• [DATASET EXTRACT]
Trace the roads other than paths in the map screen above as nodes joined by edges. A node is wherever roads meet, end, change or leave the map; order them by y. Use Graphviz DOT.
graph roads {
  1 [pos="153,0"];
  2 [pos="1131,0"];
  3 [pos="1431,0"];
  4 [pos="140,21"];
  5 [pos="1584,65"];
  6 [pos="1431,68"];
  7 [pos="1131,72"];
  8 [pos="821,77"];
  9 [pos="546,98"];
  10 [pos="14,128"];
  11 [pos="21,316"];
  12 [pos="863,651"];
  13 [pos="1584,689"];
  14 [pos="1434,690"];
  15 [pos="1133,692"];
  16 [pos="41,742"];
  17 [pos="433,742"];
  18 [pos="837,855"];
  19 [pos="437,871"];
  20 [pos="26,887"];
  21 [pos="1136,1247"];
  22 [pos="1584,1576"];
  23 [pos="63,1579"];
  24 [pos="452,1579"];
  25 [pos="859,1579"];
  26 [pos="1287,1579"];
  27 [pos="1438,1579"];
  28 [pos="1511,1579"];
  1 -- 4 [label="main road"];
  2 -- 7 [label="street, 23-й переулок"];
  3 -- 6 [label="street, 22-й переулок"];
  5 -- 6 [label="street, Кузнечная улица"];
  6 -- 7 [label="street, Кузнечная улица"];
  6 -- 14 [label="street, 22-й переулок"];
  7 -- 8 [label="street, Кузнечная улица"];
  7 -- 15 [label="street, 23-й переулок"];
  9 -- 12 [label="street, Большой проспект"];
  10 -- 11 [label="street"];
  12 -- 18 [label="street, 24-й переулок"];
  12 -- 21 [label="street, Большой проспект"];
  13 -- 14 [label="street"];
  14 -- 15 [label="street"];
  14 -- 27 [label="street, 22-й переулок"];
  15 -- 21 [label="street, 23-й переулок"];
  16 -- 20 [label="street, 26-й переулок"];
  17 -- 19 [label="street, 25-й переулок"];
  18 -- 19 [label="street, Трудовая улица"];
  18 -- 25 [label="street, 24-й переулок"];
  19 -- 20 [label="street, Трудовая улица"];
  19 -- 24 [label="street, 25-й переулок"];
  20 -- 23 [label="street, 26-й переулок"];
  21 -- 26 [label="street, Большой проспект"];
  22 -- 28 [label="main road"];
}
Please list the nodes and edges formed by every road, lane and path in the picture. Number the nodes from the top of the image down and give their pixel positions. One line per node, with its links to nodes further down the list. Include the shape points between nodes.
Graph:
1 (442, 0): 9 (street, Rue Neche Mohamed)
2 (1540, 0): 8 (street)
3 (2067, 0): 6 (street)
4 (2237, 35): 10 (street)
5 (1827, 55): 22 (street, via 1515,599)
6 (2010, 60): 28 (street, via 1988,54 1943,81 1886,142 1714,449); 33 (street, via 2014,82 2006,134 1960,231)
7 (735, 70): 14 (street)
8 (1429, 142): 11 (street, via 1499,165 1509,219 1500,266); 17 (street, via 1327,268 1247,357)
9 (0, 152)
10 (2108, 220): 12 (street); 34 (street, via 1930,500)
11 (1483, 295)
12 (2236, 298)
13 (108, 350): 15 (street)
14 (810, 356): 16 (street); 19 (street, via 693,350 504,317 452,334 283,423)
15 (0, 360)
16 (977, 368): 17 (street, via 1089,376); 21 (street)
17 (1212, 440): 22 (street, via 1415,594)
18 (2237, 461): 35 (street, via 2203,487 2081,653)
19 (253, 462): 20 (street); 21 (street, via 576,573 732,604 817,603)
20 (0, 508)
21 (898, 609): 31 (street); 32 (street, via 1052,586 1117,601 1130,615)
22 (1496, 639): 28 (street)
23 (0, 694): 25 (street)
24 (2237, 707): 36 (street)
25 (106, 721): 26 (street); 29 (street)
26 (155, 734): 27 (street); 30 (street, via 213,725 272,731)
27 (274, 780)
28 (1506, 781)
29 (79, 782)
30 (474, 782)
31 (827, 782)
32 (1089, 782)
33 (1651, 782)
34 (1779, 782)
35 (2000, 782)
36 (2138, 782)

• [YOUR INSTRUCTIONS]
No line may be altered or left out when the data is written out.

• [ANSWER BOX]
Trace the roads other than paths in the map screen above as nodes joined by edges. A node is wherever roads meet, end, change or leave the map; order them by y. Use Graphviz DOT.
graph roads {
  1 [pos="153,0"];
  2 [pos="1131,0"];
  3 [pos="1431,0"];
  4 [pos="140,21"];
  5 [pos="1584,65"];
  6 [pos="1431,68"];
  7 [pos="1131,72"];
  8 [pos="821,77"];
  9 [pos="546,98"];
  10 [pos="14,128"];
  11 [pos="21,316"];
  12 [pos="863,651"];
  13 [pos="1584,689"];
  14 [pos="1434,690"];
  15 [pos="1133,692"];
  16 [pos="41,742"];
  17 [pos="433,742"];
  18 [pos="837,855"];
  19 [pos="437,871"];
  20 [pos="26,887"];
  21 [pos="1136,1247"];
  22 [pos="1584,1576"];
  23 [pos="63,1579"];
  24 [pos="452,1579"];
  25 [pos="859,1579"];
  26 [pos="1287,1579"];
  27 [pos="1438,1579"];
  28 [pos="1511,1579"];
  1 -- 4 [label="main road"];
  2 -- 7 [label="street, 23-й переулок"];
  3 -- 6 [label="street, 22-й переулок"];
  5 -- 6 [label="street, Кузнечная улица"];
  6 -- 7 [label="street, Кузнечная улица"];
  6 -- 14 [label="street, 22-й переулок"];
  7 -- 8 [label="street, Кузнечная улица"];
  7 -- 15 [label="street, 23-й переулок"];
  9 -- 12 [label="street, Большой проспект"];
  10 -- 11 [label="street"];
  12 -- 18 [label="street, 24-й переулок"];
  12 -- 21 [label="street, Большой проспект"];
  13 -- 14 [label="street"];
  14 -- 15 [label="street"];
  14 -- 27 [label="street, 22-й переулок"];
  15 -- 21 [label="street, 23-й переулок"];
  16 -- 20 [label="street, 26-й переулок"];
  17 -- 19 [label="street, 25-й переулок"];
  18 -- 19 [label="street, Трудовая улица"];
  18 -- 25 [label="street, 24-й переулок"];
  19 -- 20 [label="street, Трудовая улица"];
  19 -- 24 [label="street, 25-й переулок"];
  20 -- 23 [label="street, 26-й переулок"];
  21 -- 26 [label="street, Большой проспект"];
  22 -- 28 [label="main road"];
}
Please list the nodes and edges formed by every road, lane and path in the picture. Number the nodes from the top of the image down and give their pixel positions. One line per node, with its links to nodes further down the list. Include the shape points between nodes.
Graph:
1 (442, 0): 9 (street, Rue Neche Mohamed)
2 (1540, 0): 8 (street)
3 (2067, 0): 6 (street)
4 (2237, 35): 10 (street)
5 (1827, 55): 22 (street, via 1515,599)
6 (2010, 60): 28 (street, via 1988,54 1943,81 1886,142 1714,449); 33 (street, via 2014,82 2006,134 1960,231)
7 (735, 70): 14 (street)
8 (1429, 142): 11 (street, via 1499,165 1509,219 1500,266); 17 (street, via 1327,268 1247,357)
9 (0, 152)
10 (2108, 220): 12 (street); 34 (street, via 1930,500)
11 (1483, 295)
12 (2236, 298)
13 (108, 350): 15 (street)
14 (810, 356): 16 (street); 19 (street, via 693,350 504,317 452,334 283,423)
15 (0, 360)
16 (977, 368): 17 (street, via 1089,376); 21 (street)
17 (1212, 440): 22 (street, via 1415,594)
18 (2237, 461): 35 (street, via 2203,487 2081,653)
19 (253, 462): 20 (street); 21 (street, via 576,573 732,604 817,603)
20 (0, 508)
21 (898, 609): 31 (street); 32 (street, via 1052,586 1117,601 1130,615)
22 (1496, 639): 28 (street)
23 (0, 694): 25 (street)
24 (2237, 707): 36 (street)
25 (106, 721): 26 (street); 29 (street)
26 (155, 734): 27 (street); 30 (street, via 213,725 272,731)
27 (274, 780)
28 (1506, 781)
29 (79, 782)
30 (474, 782)
31 (827, 782)
32 (1089, 782)
33 (1651, 782)
34 (1779, 782)
35 (2000, 782)
36 (2138, 782)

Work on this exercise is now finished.